Il malcostume diffusissimo in Turchia di dover pagare la “rusvet” (letteralmente “bustarella”) agli impiegati statali per accelerare una pratica burocratica è talmente diffuso che il governo, non riuscendo da troppi anni a stroncare il fenomeno, ha deciso di legalizzarlo.
Lo riferisce oggi il quotidiano Aksham, riportato dall’Ansa, secondo cui la Commissione etica della presidenza del Consiglio ha deciso che d’ora in poi sarà consentito agli impiegati statali di accettare una “bustarella” in contanti sino a 20 lire turche (circa 10 euro) che sarà considerata come un “segno di gratitudine”.
Una somma maggiore o regalie di altro genere, anche in natura, non saranno invece consentite.
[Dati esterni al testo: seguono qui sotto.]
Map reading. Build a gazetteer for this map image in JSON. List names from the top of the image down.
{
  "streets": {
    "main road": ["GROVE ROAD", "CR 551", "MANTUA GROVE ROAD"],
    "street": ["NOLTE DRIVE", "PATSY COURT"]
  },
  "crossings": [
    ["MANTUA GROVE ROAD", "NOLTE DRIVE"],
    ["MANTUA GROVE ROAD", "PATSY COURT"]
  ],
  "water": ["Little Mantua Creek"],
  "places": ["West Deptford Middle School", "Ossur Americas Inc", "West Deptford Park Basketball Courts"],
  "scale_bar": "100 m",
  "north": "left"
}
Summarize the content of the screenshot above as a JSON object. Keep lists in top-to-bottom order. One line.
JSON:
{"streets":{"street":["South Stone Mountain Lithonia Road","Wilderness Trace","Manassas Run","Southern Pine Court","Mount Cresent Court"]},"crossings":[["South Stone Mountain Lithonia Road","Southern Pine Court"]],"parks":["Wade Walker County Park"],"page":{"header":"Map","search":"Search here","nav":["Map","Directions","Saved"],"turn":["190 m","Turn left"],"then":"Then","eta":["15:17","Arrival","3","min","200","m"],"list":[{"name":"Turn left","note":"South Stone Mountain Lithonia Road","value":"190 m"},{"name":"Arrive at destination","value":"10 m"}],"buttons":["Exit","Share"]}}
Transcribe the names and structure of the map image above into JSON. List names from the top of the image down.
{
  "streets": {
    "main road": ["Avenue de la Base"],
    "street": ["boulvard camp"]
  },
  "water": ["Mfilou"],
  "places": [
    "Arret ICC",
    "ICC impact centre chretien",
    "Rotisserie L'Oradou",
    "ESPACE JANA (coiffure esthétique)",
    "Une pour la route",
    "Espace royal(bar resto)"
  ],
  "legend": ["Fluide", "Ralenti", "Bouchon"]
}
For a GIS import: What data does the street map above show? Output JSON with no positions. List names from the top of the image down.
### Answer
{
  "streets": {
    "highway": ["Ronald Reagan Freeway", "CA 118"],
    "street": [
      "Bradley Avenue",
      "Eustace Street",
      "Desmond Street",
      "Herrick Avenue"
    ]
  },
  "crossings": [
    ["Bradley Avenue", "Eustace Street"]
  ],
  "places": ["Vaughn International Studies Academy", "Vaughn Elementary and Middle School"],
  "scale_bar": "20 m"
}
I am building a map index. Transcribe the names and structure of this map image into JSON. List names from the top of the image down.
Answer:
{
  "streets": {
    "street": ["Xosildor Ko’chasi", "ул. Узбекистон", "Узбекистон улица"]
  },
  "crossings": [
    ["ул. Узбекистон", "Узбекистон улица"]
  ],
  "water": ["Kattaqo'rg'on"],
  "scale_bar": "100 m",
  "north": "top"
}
Sotto il titolo ammonitore “Impiegati statali: attenzione a questo elenco”, il giornale pubblica tutta una serie di casi previsti da un opuscolo appositamente fatto stampare dalla Commissione etica e distribuito ai dipendenti dello Stato. Fra questi, un infermiere di un ospedale statale non potrà accettare “una torta” da un paziente ma solo una mancia in denaro. Così tutti gli altri impiegati in istituzioni governative – e in particolare l’Ufficio del registro delle proprietà immobiliari sempre super-affollato di cittadini in attesa di certificati – non potranno accettare “meloni” né “tacchini prima di Capodanno”.
La pratica della bustarella per oliare gli ingranaggi degli uffici pubblici è molto diffusa in Turchia perché gli stipendi degli impiegati dello Stato sono sempre stati molto bassi (oggi si aggirano intorno alle 1.500 lire, pari a 750 euro al mese).
E’ una consuetudine che viene da lontano ma che è divenuta prassi consolidata ai tempi in cui era presidente della Repubblica Turgut Ozal (dal 1989 al ’93) comunemente ritenuto colui che portò il capitalismo in Turchia ma intorno al quale si sviluppò anche molta corruzione. Lo stesso Ozal, che sapeva bene quali fossero gli stipendi degli statali, a chi gli chiedeva come pensava che questi riuscissero a sbarcare il lunario, rispondeva: “I miei dipendenti sanno bene come arrangiarsi”, riferendosi appunto al loro ricorso selvaggio alla “rusvet”.